Development of Conventional Economics out of Enlightenment Philosophy

Conventional economics is a social application of Enlightenment philosophy. Principles of Enlightenment emphasize superiority of natural physical laws over authority, on reason and optimism over blind beliefs, and on individual interests over community interests. This inevitably comes into conflict with social economics, which is presented by the Catholic Church. From these principles classical economists derive concepts of natural competition between firms, the market’s self regulation, and the concept of the individual as a profit maximizer. Economists prove their models by using logic and empirical support which make conventional economics a science.

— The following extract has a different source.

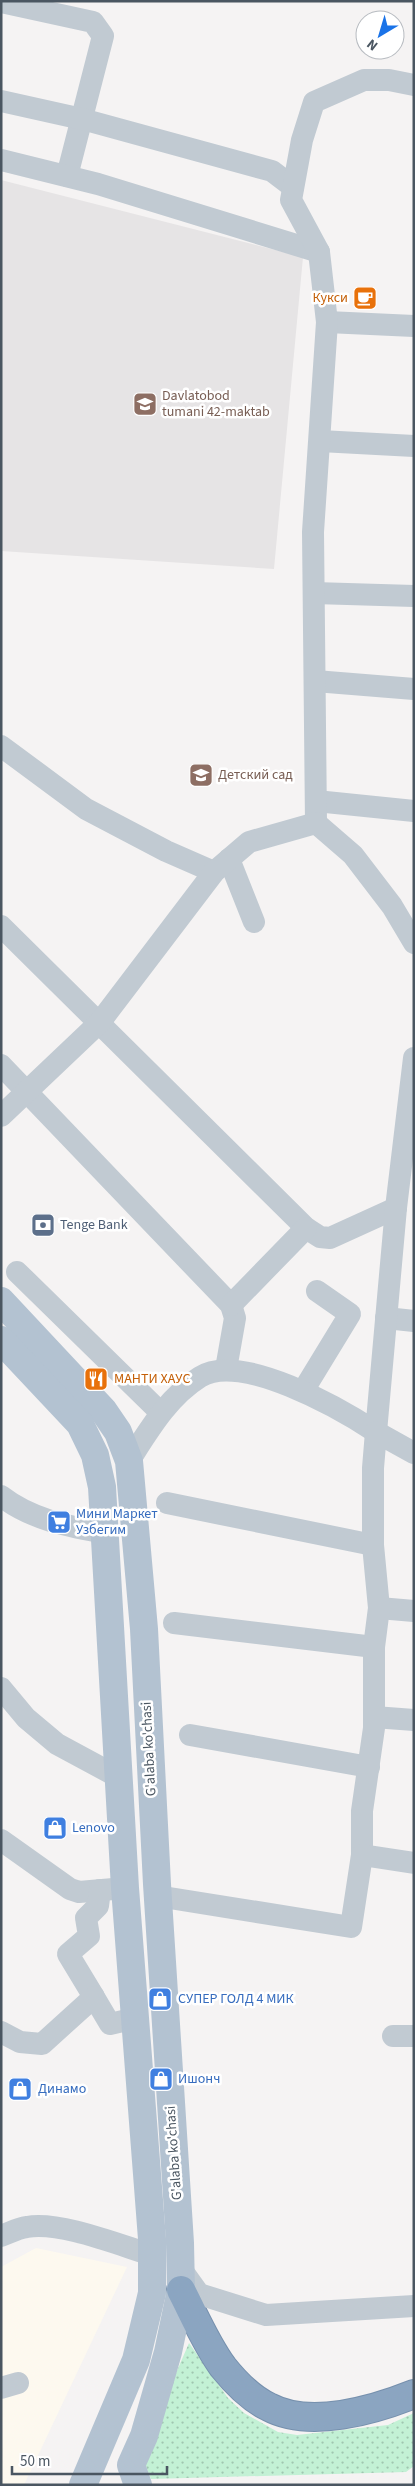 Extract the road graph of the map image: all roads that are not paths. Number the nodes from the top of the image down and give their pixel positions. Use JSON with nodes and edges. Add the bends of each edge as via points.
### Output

Social economics is a reflection of Medieval principles of fairness. According to the Catholic Church, the main spokesman of social economics at that time, all prices should be fair. For example, the Christian shoemaker must sell shoes at a fixed price. By doing this he helps other shoemakers in his town. Indeed, excessive profit is a sin. There is no desire for invention. For instance, if a shoemaker invents a new technology which reduces the cost of the shoes, he can sell more shoes at a lower price. Since the quantity of his sold shoes increases dramatically, he increases his profit. The problem is that the good Christian shoemaker should not put out of business other Christian shoemakers. If you are in a market and find a way to sell at a higher price than other sellers, you are called a sinful person because you sell at “unjust” prices. Therefore, prices tend to be fixed and “fair.” The Medieval gild also assures that all members benefitted equally. It is the economy without innovations, but where well being of each member of society is more important than profits. Therefore, Medieval people have fair static economy.

Advances in natural sciences contribute to the development of economics. First science proves that the Earth does not need a constant regulation from outside and runs around the Sun automatically, and energy and matter cannot be created and destroyed. Regulation of firms by the “invisible hand of the market” is like movement of the Earth around the Sun. The system works automatically. Therefore, the business firms, being natural, do not need regulation from the monarch. Later, Darwin’s conclusion that only best species survive can be applied to support that only the most productive profit maximizing firms survive in the competition. Since nature runs automatically and better species are the result of competition that is natural to put your neighbor out of business by increasing your productivity.

Reason and optimism are part of Enlightenment philosophy and conventional economics. Human reason can calculate and try to forecast tangible amounts of material wealth like manufactured goods, but human reason is not certain about spiritual wealth. Enlightenment overthrows the concept of Divine Monarchy. Reason is used to destroy the concept that God gave power to rule only to few chosen people. Economic growth becomes a factor of discussion in economics. An increase of the material wealth by any legitimate ways without any consideration of fairness is the goal for a businessman. Although the concept of GDP was developed in 1930s, it is a reflection of Enlightenment philosophy. GDP which is the sum of consumption, investment, net exports, and government expenditures is the national goal and the source of estimation for the economists, but not the amount of hours of spiritual prayers.

In the Enlightenment period individual rights are superior to community interests. The new ideas state that each man has his own capacity to act in his interests without any divine authority. From The Essential Adam Smith, “No participant in the market has in mind - or if he did have in mind, has the power to effect the orderly provisioning of society. Like the butcher and the baker, each is concerned only with his private interest. But the pressure of competition nonetheless turns this self -oriented process toward a socially useful goal.”

New class, rich merchants, bankers, and owners of industrial firms need new religion and new capitalistic economics that make them useful members of society. They are happy to support science, human reason, and individuality. Therefore, businessmen support conventional economics which is an application of these principles. The concept of an individual as a rational profit maximizer, calculation of tangible goods as goals of the people make conventional economics very attractive for rich industrialists who sponsor development of this science. Community and fair static economy becomes something which people need to avoid.